President Joe Biden’s ESG (Environmental, Social, Governance) rule has been published in the Federal Registry.
This rule would allow investment funds to invest Americans’ 401(k) savings with one or both eyes on political correctness and social engineering goals rather than for earnings. Fortunately, Congress can use the Congressional Review Act (CRA) to keep the Biden Administration from wolfing down Americans’ retirement savings. Let’s take a look at how this proposed rule could impact you and what you can do about it.
What is the Biden ESG Rule?
The Biden ESG rule puts a thumb on the scale for “woke” investments that have historically not done that well in the free market. Financial advisors are now being encouraged to consider environmental, social, and corporate governance factors when evaluating potential investments, rather than just focusing on available data related to performance and return on investment. This means that they may put your money into projects that may have good intentions but may not be profitable in the long run.

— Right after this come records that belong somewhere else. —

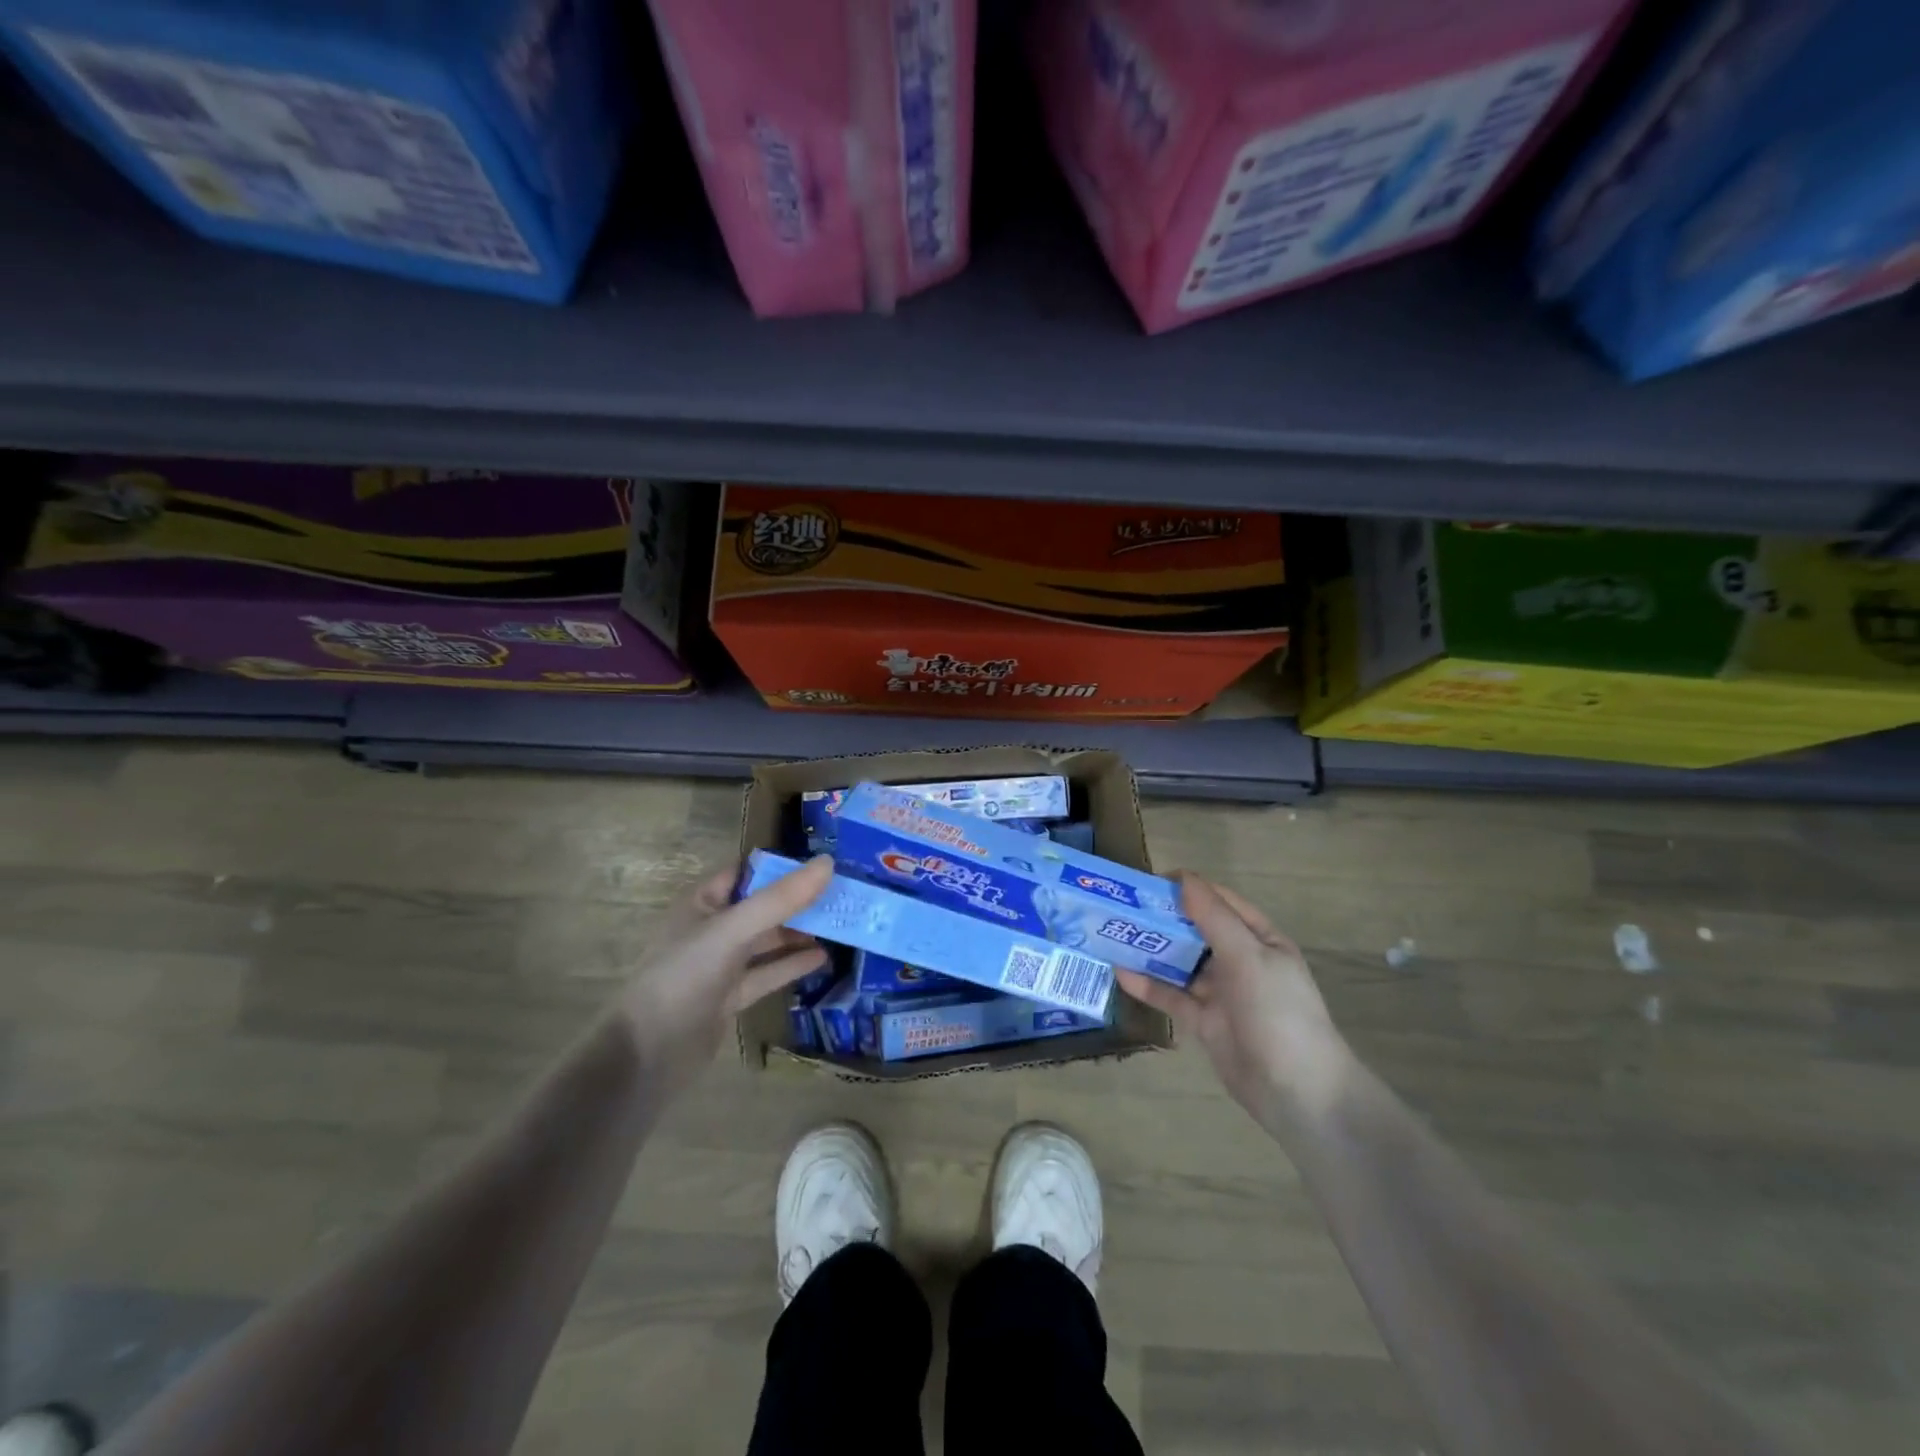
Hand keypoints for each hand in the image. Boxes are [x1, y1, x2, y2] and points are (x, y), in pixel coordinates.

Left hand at [617, 855, 833, 1095]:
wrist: (647, 1055)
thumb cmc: (684, 977)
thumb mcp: (733, 930)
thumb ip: (780, 899)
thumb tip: (828, 863)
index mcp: (703, 903)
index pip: (748, 872)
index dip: (783, 866)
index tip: (826, 863)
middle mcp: (712, 929)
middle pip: (763, 906)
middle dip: (799, 900)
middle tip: (844, 894)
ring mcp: (721, 965)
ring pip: (768, 941)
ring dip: (800, 932)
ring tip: (841, 924)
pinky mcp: (730, 997)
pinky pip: (767, 973)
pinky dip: (792, 965)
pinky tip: (822, 958)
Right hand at [1117, 873, 1353, 1129]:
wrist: (1299, 1092)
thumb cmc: (1279, 1012)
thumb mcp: (1249, 957)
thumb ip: (1214, 919)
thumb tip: (1184, 878)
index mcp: (1259, 939)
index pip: (1220, 902)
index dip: (1188, 888)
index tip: (1148, 883)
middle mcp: (1240, 961)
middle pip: (1196, 931)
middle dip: (1163, 918)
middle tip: (1122, 907)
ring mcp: (1221, 993)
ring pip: (1181, 963)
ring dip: (1151, 950)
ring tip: (1113, 934)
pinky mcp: (1205, 1022)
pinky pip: (1173, 996)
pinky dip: (1148, 985)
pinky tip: (1120, 972)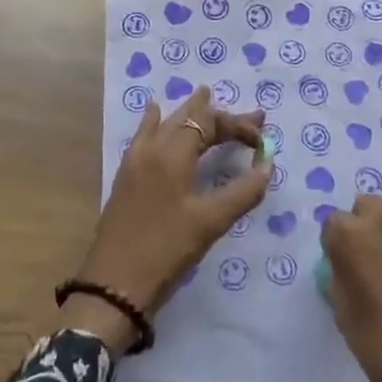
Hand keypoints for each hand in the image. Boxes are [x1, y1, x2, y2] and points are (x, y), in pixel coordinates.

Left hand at [62, 85, 270, 350]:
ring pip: (165, 123)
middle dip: (220, 115)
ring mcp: (134, 161)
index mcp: (172, 153)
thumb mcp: (211, 222)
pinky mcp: (126, 177)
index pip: (209, 123)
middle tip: (251, 116)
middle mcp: (151, 148)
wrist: (114, 284)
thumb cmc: (166, 250)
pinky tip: (154, 113)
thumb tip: (267, 164)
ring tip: (205, 97)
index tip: (262, 141)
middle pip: (188, 119)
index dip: (238, 126)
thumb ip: (244, 191)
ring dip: (190, 114)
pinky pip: (144, 135)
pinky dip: (157, 121)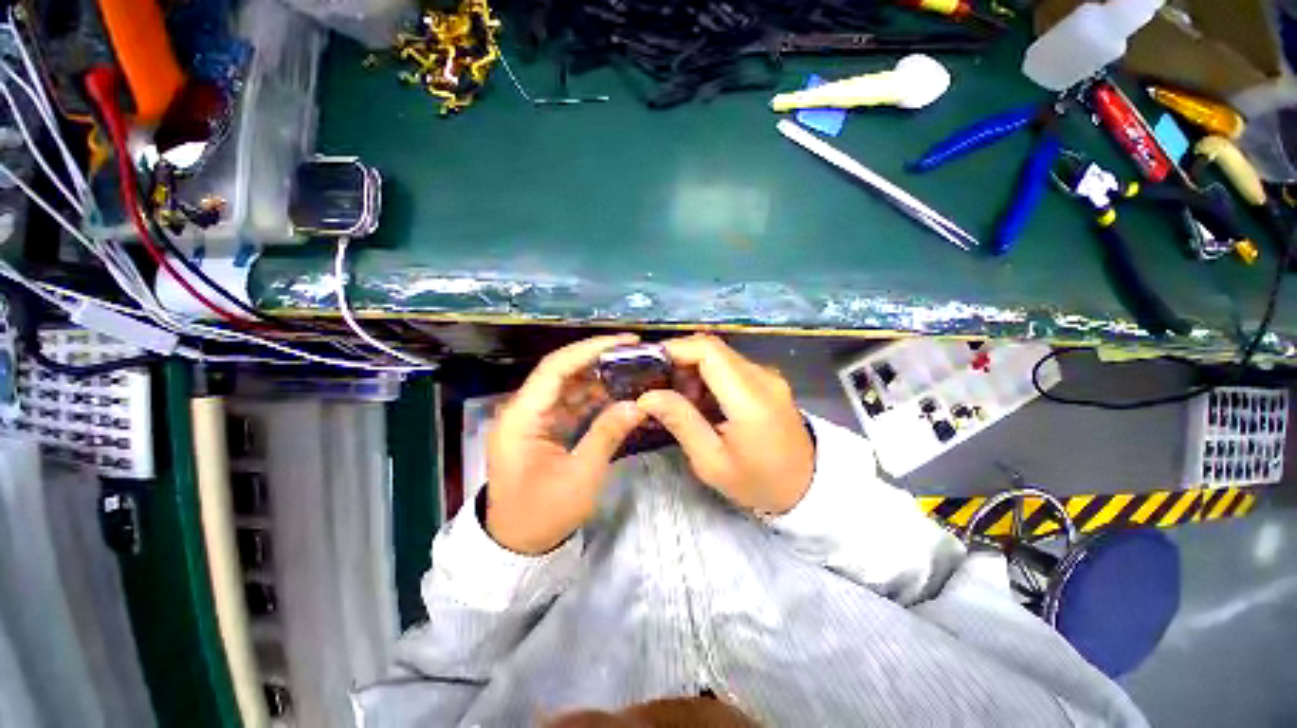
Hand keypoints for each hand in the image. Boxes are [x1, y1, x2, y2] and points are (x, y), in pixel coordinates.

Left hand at [486, 335, 647, 554]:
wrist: (517, 543)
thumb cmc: (543, 514)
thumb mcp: (580, 476)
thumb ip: (607, 435)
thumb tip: (636, 404)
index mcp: (522, 416)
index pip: (556, 367)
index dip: (590, 349)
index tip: (625, 342)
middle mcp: (524, 408)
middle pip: (562, 371)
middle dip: (599, 359)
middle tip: (635, 353)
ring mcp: (534, 417)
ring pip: (569, 385)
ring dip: (599, 377)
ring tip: (632, 369)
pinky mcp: (544, 427)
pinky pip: (571, 402)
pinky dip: (594, 396)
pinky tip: (618, 392)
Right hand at [637, 335, 813, 514]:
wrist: (808, 486)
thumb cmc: (759, 482)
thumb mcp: (712, 462)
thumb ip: (681, 422)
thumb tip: (647, 396)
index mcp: (750, 398)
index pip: (708, 350)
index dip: (675, 349)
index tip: (649, 365)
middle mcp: (762, 376)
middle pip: (712, 348)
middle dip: (679, 362)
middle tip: (659, 389)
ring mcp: (767, 376)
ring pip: (719, 356)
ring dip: (692, 371)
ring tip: (678, 401)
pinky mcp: (766, 380)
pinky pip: (729, 367)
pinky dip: (707, 377)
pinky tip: (699, 402)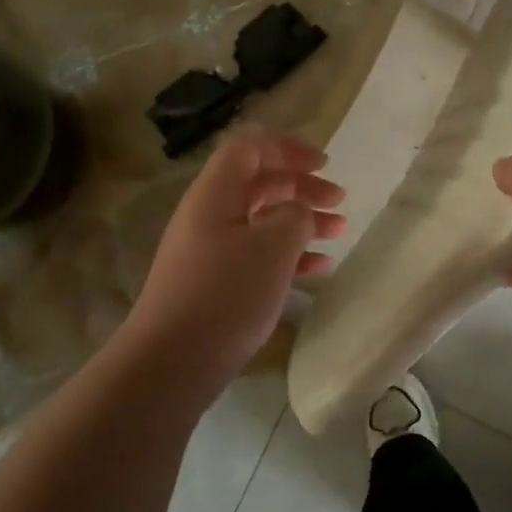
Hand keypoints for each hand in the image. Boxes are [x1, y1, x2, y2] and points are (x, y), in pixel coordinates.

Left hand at [127, 131, 345, 385]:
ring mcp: (209, 251)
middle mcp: (209, 215)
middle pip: (259, 184)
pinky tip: (318, 270)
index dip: (288, 149)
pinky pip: (256, 255)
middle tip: (340, 202)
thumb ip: (295, 216)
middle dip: (302, 187)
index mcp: (216, 193)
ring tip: (339, 233)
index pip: (250, 148)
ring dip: (301, 222)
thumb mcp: (273, 247)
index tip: (325, 165)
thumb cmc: (226, 294)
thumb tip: (296, 213)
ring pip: (262, 221)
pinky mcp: (214, 284)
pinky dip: (288, 256)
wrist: (171, 362)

Why You Should Be Concerned
The main concern with this rule is that it takes away your financial advisor's ability to make decisions based purely on numbers and data. They will now be making decisions based on political correctness instead of sound financial sense, potentially putting your retirement savings at risk without you knowing it. Furthermore, this proposed rule would also give companies an incentive to overstate their ESG credentials in order to attract more investment from financial advisors who are trying to meet their ESG goals.
How You Can Take Action
Now is the time for Congress to step in and protect Americans' retirement savings by using its power under the CRA which enables them to review and disapprove of rules published by federal agencies before they go into effect. By taking action now and voicing your opposition to this proposed rule, you can help ensure that your retirement savings are safe from harm caused by misguided government policies.